Fortunately, it’s ladies day out in ‘Mission Mangal’, so Rakesh Dhawan (Akshay Kumar), the Chief of MOM (Mars Orbiter Mission), is portrayed as an eccentric scientist who is largely restricted to using highfalutin jargon in his acerbic exchanges with the management of ISRO, and with one particular NASA expert (Dalip Tahil), a sneeringly condescending NRI who expresses scepticism about India’s ability to go to Mars with such rudimentary technology. Dhawan is allotted a team of junior space mission specialists, five women and two men, and his most heroic moment is when he gets a set of safety pins, left behind by one of the ladies, stuck in his rear end during a fracas on a metro ride.
Women are from Venus, but not in this movie. As Tara Shinde (Vidya Balan) demonstrates, we are all on earth, and the idea of the mission is to use repeated slingshot like orbits to release the spacecraft from Earth’s gravity, and to propel it towards Mars’ gravitational field with short bursts of the engine, all the while conserving limited fuel by switching the engine on and off. MOM ends up as being the most inexpensive space project ever, both from a mileage and instrumentation perspective, and this is thanks to a team of homemakers, home hunters and baby makers, who use home conservation technology to micro-manage a scientific mission of this magnitude, and to get it right on the first attempt.

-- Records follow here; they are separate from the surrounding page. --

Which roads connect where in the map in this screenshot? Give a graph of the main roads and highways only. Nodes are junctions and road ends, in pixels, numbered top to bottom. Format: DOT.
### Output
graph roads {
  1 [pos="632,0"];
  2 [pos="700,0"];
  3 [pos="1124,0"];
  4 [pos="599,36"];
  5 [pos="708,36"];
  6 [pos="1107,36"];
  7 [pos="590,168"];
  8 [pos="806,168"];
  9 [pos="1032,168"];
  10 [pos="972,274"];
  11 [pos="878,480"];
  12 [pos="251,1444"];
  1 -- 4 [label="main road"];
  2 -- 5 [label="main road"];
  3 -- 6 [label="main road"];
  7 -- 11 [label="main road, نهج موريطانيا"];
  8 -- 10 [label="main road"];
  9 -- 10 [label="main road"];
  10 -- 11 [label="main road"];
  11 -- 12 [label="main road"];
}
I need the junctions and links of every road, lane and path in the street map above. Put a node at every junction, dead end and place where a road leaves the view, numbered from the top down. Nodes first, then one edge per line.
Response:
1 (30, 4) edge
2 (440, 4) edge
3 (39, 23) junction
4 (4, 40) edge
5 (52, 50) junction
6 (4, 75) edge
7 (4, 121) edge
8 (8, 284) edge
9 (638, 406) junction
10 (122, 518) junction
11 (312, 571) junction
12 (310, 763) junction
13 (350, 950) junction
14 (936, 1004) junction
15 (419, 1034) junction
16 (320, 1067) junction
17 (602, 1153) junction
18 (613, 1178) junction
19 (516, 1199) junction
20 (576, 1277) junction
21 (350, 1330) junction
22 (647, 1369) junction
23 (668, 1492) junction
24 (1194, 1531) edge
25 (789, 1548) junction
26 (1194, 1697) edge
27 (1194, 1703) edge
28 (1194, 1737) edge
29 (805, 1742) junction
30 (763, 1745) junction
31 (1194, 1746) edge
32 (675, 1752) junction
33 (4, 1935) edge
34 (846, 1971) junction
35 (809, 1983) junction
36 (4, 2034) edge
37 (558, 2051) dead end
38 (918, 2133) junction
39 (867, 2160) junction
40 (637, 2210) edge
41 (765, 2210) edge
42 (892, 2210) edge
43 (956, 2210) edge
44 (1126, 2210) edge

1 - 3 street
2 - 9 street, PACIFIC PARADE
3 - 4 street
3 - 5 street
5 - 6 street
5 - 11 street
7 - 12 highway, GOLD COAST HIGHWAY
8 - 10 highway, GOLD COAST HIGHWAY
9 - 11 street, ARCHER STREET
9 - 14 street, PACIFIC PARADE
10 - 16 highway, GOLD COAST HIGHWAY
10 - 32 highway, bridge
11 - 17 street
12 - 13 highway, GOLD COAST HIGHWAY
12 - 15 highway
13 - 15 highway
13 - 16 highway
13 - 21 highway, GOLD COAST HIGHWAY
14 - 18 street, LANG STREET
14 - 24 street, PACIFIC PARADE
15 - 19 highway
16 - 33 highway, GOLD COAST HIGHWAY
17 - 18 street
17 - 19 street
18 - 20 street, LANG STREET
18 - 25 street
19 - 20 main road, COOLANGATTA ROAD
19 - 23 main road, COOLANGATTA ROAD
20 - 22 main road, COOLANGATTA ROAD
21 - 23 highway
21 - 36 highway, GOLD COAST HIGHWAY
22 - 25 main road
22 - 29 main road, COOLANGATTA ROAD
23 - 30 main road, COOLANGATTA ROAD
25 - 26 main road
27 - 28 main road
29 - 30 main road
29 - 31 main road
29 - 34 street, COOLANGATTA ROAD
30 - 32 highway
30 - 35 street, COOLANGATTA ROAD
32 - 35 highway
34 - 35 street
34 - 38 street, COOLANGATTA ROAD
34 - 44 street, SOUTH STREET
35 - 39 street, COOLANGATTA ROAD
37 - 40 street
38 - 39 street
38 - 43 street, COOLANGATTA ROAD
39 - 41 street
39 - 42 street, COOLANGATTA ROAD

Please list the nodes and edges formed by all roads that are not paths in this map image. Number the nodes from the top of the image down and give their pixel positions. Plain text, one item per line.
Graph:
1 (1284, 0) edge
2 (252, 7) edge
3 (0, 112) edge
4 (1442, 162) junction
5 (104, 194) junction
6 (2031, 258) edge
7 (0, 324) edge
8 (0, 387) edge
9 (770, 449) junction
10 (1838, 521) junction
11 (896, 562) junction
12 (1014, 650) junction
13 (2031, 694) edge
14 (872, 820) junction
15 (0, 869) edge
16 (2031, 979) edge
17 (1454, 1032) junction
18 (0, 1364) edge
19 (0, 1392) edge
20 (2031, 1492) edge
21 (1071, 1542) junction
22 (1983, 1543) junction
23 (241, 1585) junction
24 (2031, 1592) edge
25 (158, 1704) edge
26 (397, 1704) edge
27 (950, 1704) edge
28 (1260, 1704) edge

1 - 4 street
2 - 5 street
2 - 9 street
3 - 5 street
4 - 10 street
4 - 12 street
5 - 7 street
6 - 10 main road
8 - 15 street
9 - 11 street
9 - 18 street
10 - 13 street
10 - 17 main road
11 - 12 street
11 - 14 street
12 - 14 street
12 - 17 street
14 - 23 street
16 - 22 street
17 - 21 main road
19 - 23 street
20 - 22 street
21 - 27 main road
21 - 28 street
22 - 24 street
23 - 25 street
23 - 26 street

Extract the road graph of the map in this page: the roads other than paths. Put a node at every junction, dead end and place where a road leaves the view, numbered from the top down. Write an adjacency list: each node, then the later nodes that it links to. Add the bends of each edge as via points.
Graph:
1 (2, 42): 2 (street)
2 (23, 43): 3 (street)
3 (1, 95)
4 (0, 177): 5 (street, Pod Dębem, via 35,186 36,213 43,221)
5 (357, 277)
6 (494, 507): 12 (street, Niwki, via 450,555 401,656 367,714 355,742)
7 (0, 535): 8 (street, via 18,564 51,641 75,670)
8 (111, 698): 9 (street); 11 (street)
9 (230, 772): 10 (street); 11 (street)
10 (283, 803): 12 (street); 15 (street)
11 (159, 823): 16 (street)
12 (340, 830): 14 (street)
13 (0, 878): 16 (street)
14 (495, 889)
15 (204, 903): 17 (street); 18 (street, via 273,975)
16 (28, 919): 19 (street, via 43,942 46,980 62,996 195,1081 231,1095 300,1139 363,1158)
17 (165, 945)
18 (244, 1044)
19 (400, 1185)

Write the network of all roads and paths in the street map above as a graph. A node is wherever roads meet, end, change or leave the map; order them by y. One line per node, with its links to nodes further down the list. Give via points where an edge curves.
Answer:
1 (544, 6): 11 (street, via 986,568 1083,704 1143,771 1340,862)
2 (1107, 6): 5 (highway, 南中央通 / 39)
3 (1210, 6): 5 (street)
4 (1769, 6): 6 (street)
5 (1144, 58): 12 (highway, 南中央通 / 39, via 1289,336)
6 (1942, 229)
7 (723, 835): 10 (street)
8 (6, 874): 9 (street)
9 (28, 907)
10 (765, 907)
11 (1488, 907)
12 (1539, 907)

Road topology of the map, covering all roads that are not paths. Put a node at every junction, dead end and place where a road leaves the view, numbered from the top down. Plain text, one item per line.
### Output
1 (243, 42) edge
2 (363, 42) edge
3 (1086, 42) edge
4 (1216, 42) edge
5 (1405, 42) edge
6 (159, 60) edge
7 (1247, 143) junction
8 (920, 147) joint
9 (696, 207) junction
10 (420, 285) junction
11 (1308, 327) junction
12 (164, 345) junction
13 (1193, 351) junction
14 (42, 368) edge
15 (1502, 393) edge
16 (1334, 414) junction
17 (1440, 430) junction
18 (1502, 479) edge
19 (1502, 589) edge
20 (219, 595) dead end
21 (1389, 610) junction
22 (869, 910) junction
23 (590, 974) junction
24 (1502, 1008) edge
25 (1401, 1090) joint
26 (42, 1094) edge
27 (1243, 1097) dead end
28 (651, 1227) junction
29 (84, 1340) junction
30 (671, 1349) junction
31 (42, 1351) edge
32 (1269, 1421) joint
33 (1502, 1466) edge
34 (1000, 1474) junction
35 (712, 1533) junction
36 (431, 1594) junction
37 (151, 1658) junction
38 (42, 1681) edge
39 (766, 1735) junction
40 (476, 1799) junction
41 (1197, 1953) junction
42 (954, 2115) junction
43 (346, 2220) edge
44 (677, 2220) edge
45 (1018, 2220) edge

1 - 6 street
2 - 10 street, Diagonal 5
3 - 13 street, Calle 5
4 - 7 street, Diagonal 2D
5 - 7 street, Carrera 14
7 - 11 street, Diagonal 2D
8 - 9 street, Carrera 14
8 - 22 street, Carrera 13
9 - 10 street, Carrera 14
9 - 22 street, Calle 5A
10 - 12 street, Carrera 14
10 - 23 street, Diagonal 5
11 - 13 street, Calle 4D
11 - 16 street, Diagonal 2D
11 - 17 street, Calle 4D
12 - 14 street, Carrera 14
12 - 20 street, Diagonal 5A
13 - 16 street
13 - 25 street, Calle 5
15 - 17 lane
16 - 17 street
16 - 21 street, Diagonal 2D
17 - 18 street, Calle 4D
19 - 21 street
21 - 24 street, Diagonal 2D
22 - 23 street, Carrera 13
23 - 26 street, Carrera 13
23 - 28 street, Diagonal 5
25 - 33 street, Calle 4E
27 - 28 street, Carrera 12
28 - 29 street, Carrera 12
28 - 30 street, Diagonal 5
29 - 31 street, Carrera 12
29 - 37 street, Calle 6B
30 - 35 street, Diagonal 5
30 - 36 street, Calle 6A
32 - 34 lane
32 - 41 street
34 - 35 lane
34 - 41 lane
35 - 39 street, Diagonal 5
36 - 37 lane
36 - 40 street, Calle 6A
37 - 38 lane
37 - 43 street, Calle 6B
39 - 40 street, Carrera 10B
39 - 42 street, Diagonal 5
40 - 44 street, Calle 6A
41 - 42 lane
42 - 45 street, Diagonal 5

So the film is meant as a tribute to Indian women of science. Unfortunately, the film maker has a tendency to trivialise these achievements by using Hindi movie gimmicks from Mars. There is actually a song and dance routine held at mission control HQ, with various team specialists, including Eka Gandhi (Sonakshi Sinha), Kritika Aggarwal (Taapsee Pannu), Neha Siddiqui (Kirti Kulhari), and others, shaking a leg, hip, and torso, in their glamour girl best costumes.
A sense of pride at a nation’s scientific achievements is natural. Hollywood compliments NASA with films like ‘Apollo 13’ and ‘First Man’. These films look at nature, science, and human frailty, and are in awe of any triumph against the odds in space. If nationalism is derived from the experience of watching the movies, then that is a bonus.
Unfortunately, it is exactly the other way around in ‘Mission Mangal’. The film opens and ends with scenes of derision at failure, and scenes of patriotic chest thumping at success. In between, there are jokes about the domestic lives of the men and women of science who sacrifice so much, and who constantly and persistently strive to achieve a sense of perfection in their professional lives. Of course, neither does the film have any qualm about extracting entertainment mileage from Bollywood dancing Indian scientists.
‘Mission Mangal’ is mounted well, but this is a disappointing film on a stunning achievement of Indian Space Technology.